Toute structure peut faire le choix d’octroyer des bons d’achat à ses salariés pour différentes occasions dans l’année. parmi celles-ci, on peut noter les fêtes de Noël ou encore la rentrée scolaire. Ceux-ci ont pour objectif de faire face aux coûts de la rentrée scolaire.

Théoriquement, ces bons sont soumis aux cotisations sociales ainsi qu’à la CSG et CRDS.

Néanmoins, l’Urssaf tolère que les bons d’achat offerts aux salariés pour la rentrée scolaire soient exonérés de cotisations et de contributions sociales.

Cette tolérance s’applique si le montant global des bons d’achat et des cadeaux que vous allouez à chaque salarié au cours de l’année 2018 n’excède pas 166 €. Ainsi, le cumul doit être effectué sur toute l’année.

Mais si ce seuil de 166 € est dépassé, les bons d’achat attribués aux employés pour la rentrée scolaire peuvent encore échapper aux cotisations et contributions sociales. Pour cela, ils doivent mentionner la nature des biens acquis (fournitures scolaires, livres, vêtements…), le ou les rayons d’un grand magasin ou encore le nom d’une ou plusieurs enseignes. Et que leur montant ne dépasse pas 166 € par salarié.

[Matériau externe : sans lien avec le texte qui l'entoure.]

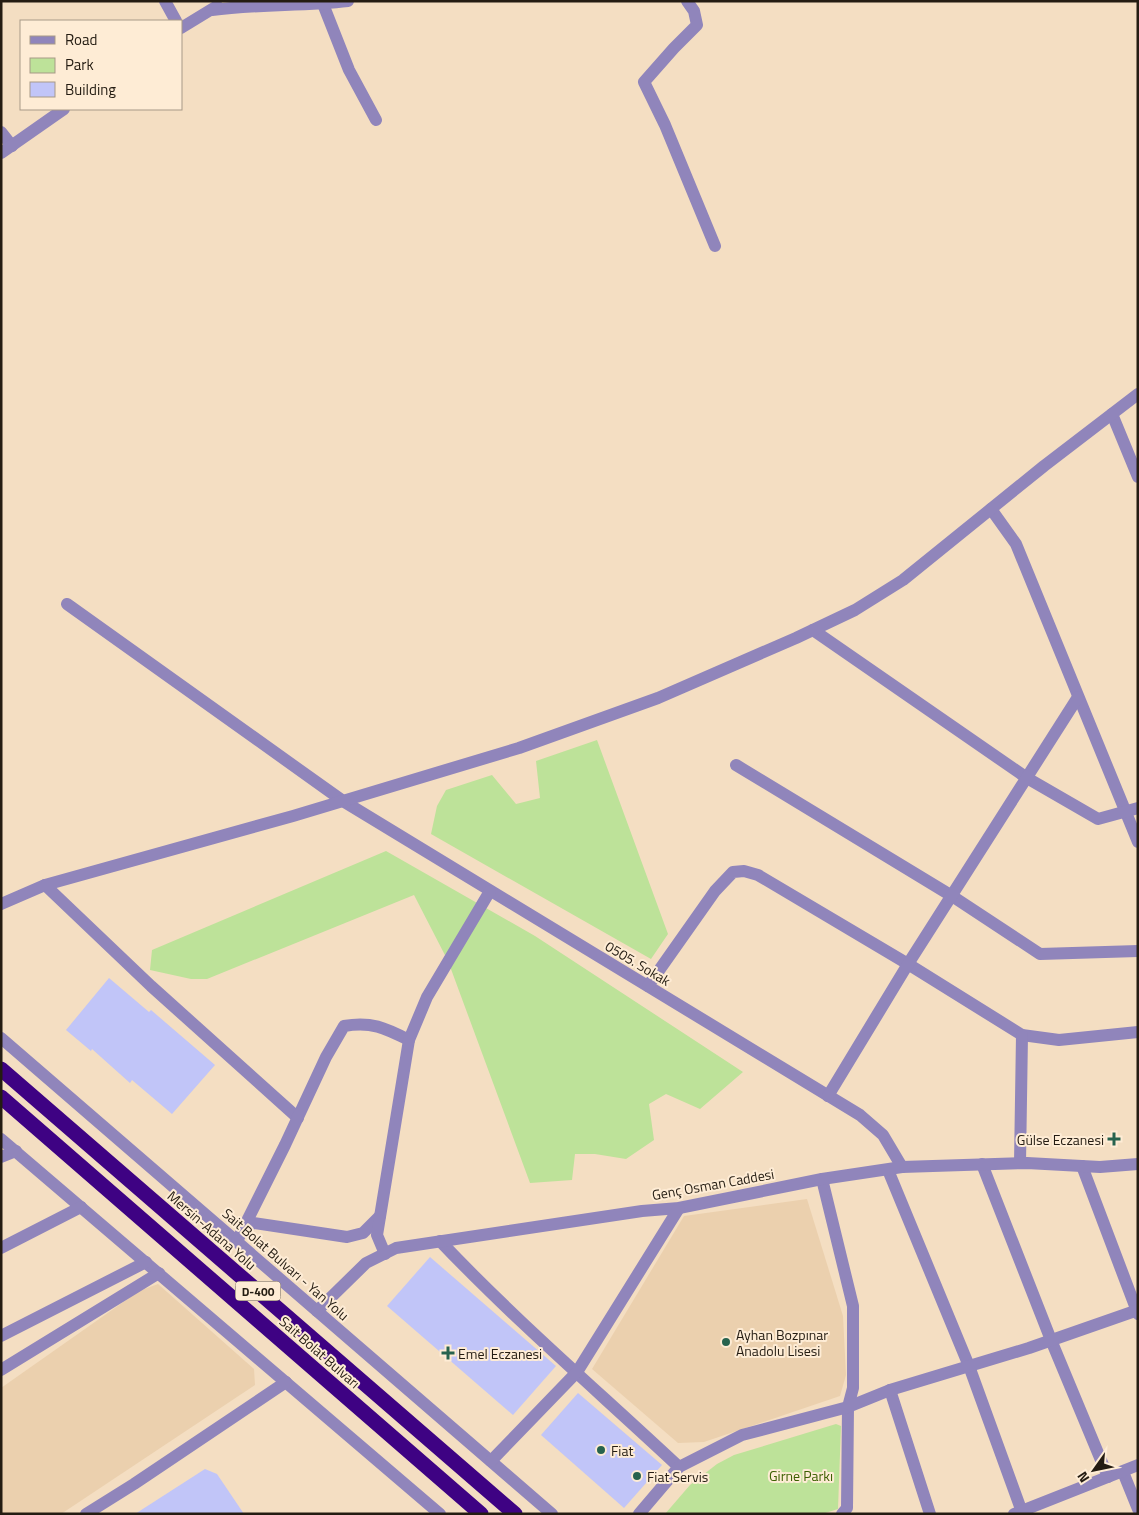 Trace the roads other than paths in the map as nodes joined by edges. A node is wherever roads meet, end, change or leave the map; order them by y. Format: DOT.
graph roads {
  1 [pos="165,1"];
  2 [pos="348,1"];
  3 [pos="687,1"];
  4 [pos="324,4"];
  5 [pos="217,6"];
  6 [pos="175,20"];
  7 [pos="182,27"];
  8 [pos="63,110"];
  9 [pos="376,120"];
  10 [pos="1,132"];
  11 [pos="6,149"];
  12 [pos="715,246"];
  13 [pos="1138,394"];
  14 [pos="1112,414"];
  15 [pos="1138,477"];
  16 [pos="991,509"];
  17 [pos="68,604"];
  18 [pos="813,630"];
  19 [pos="1078,697"];
  20 [pos="736,765"];
  21 [pos="1027,778"];
  22 [pos="343,801"];
  23 [pos="1138,808"];
  24 [pos="1126,812"];
  25 [pos="1138,842"];
  26 [pos="45,885"];
  27 [pos="490,891"];
  28 [pos="952,896"];
  29 [pos="1,904"];
  30 [pos="1138,951"];
  31 [pos="908,964"];
  32 [pos="648,986"];
  33 [pos="1138,1032"];
  34 [pos="1022,1035"];
  35 [pos="1,1038"];
  36 [pos="409,1040"];
  37 [pos="1,1069"];
  38 [pos="828,1096"];
  39 [pos="1,1098"];
  40 [pos="298,1118"];
  41 [pos="1,1139"];
  42 [pos="16,1151"];
  43 [pos="1,1156"];
  44 [pos="1020,1163"];
  45 [pos="982,1164"];
  46 [pos="1138,1164"];
  47 [pos="1082,1166"];
  48 [pos="902,1167"];
  49 [pos="888,1170"];
  50 [pos="822,1179"];
  51 [pos="81,1207"];
  52 [pos="679,1208"];
  53 [pos="380,1216"];
  54 [pos="247,1222"];
  55 [pos="237,1241"];
  56 [pos="440,1241"];
  57 [pos="1,1248"];
  58 [pos="385,1254"];
  59 [pos="146,1262"];
  60 [pos="159,1273"];
  61 [pos="317,1311"];
  62 [pos="1137,1312"];
  63 [pos="1,1336"];
  64 [pos="1052,1340"];
  65 [pos="969,1366"];
  66 [pos="1,1370"];
  67 [pos="577,1372"];
  68 [pos="286,1382"];
  69 [pos="890,1390"];
  70 [pos="848,1407"];
  71 [pos="491,1461"];
  72 [pos="1138,1465"];
  73 [pos="679,1467"];
  74 [pos="1123,1472"];
  75 [pos="1108,1477"];
  76 [pos="1138,1509"];
  77 [pos="433,1512"];
  78 [pos="1018,1513"];
  79 [pos="86,1514"];
  80 [pos="481,1514"];
  81 [pos="516,1514"];
  82 [pos="552,1514"];
  83 [pos="639,1514"];
  84 [pos="842,1514"];
  85 [pos="930,1514"];
  1 -- 6 [label="street"];
  2 -- 4 [label="street"];
  3 -- 12 [label="street"];
  4 -- 5 [label="street"];
  4 -- 9 [label="street"];
  5 -- 7 [label="street"];
  8 -- 11 [label="street"];
  10 -- 11 [label="street"];
  13 -- 14 [label="street"];
  14 -- 15 [label="street"];
  14 -- 16 [label="street"];
  16 -- 18 [label="street"];
  16 -- 19 [label="street"];
  17 -- 22 [label="street, 0505. Sokak"];
  18 -- 21 [label="street"];
  18 -- 22 [label="street"];
  19 -- 21 [label="street"];
  19 -- 24 [label="street"];
  20 -- 28 [label="street"];
  21 -- 24 [label="street"];
  21 -- 28 [label="street"];
  22 -- 26 [label="street"];
  22 -- 27 [label="street, 0505. Sokak"];
  23 -- 24 [label="street"];
  24 -- 25 [label="street"];
  26 -- 29 [label="street"];
  26 -- 40 [label="street"];
  27 -- 32 [label="street, 0505. Sokak"];
  27 -- 36 [label="street"];
  28 -- 30 [label="street"];
  28 -- 31 [label="street"];
  31 -- 32 [label="street"];
  31 -- 34 [label="street"];
  31 -- 38 [label="street"];
  32 -- 38 [label="street, 0505. Sokak"];
  33 -- 34 [label="street"];
  34 -- 44 [label="street"];
  35 -- 55 [label="street, Sait Bolat Bulvarı - Yan Yolu"];
  36 -- 40 [label="street"];
  36 -- 53 [label="street"];
  37 -- 81 [label="highway, Mersin-Adana Yolu / D-400"];
  38 -- 48 [label="street, 0505. Sokak"];
  39 -- 80 [label="highway, Sait Bolat Bulvarı / D-400"];
  40 -- 54 [label="street"];
  41 -- 42 [label="street"];
  42 -- 43 [label="street"];
  42 -- 51 [label="street"];
  44 -- 45 [label="street, Genç Osman Caddesi"];
  44 -- 47 [label="street, Genç Osman Caddesi"];
  45 -- 48 [label="street, Genç Osman Caddesi"];
  45 -- 64 [label="street"];
  46 -- 47 [label="street, Genç Osman Caddesi"];
  47 -- 62 [label="street"];
  48 -- 49 [label="street, Genç Osman Caddesi"];
  49 -- 50 [label="street, Genç Osman Caddesi"];
  49 -- 65 [label="street"];
  50 -- 52 [label="street, Genç Osman Caddesi"];
  50 -- 70 [label="street"];
  51 -- 57 [label="street"];
  51 -- 59 [label="street"];
  52 -- 56 [label="street, Genç Osman Caddesi"];
  52 -- 67 [label="street"];
  53 -- 54 [label="street"];
  53 -- 58 [label="street"];
  54 -- 55 [label="street"];
  55 -- 61 [label="street, Sait Bolat Bulvarı - Yan Yolu"];
  56 -- 58 [label="street, Genç Osman Caddesi"];
  56 -- 67 [label="street"];
  58 -- 61 [label="street, Genç Osman Caddesi"];
  59 -- 60 [label="street"];
  59 -- 63 [label="street"];
  60 -- 66 [label="street"];
  60 -- 68 [label="street"];
  61 -- 71 [label="street, Sait Bolat Bulvarı - Yan Yolu"];
  62 -- 64 [label="street"];
  64 -- 65 [label="street"];
  64 -- 75 [label="street"];
  65 -- 69 [label="street"];
  65 -- 78 [label="street"];
  67 -- 71 [label="street"];
  67 -- 73 [label="street"];
  68 -- 77 [label="street"];
  68 -- 79 [label="street"];
  69 -- 70 [label="street"];
  69 -- 85 [label="street"];
  70 -- 73 [label="street"];
  70 -- 84 [label="street"];
  71 -- 82 [label="street, Sait Bolat Bulvarı - Yan Yolu"];
  72 -- 74 [label="street"];
  73 -- 83 [label="street"];
  74 -- 75 [label="street"];
  74 -- 76 [label="street"];
  75 -- 78 [label="street"];
}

Si tous ces critères ne sont pas respectés, les bons d’achat sont assujettis aux cotisations et contributions sociales pour la totalité de leur valeur.

Complément:

Lorsque deux conjoints travaillent dans votre entreprise, le seuil de 166 € s’apprécie pour chacun d’eux.

L’exonération s’applique pour la rentrée scolaire des enfants âgés de moins de 26 ans en 2018, sous réserve de la justification du suivi de leur scolarité.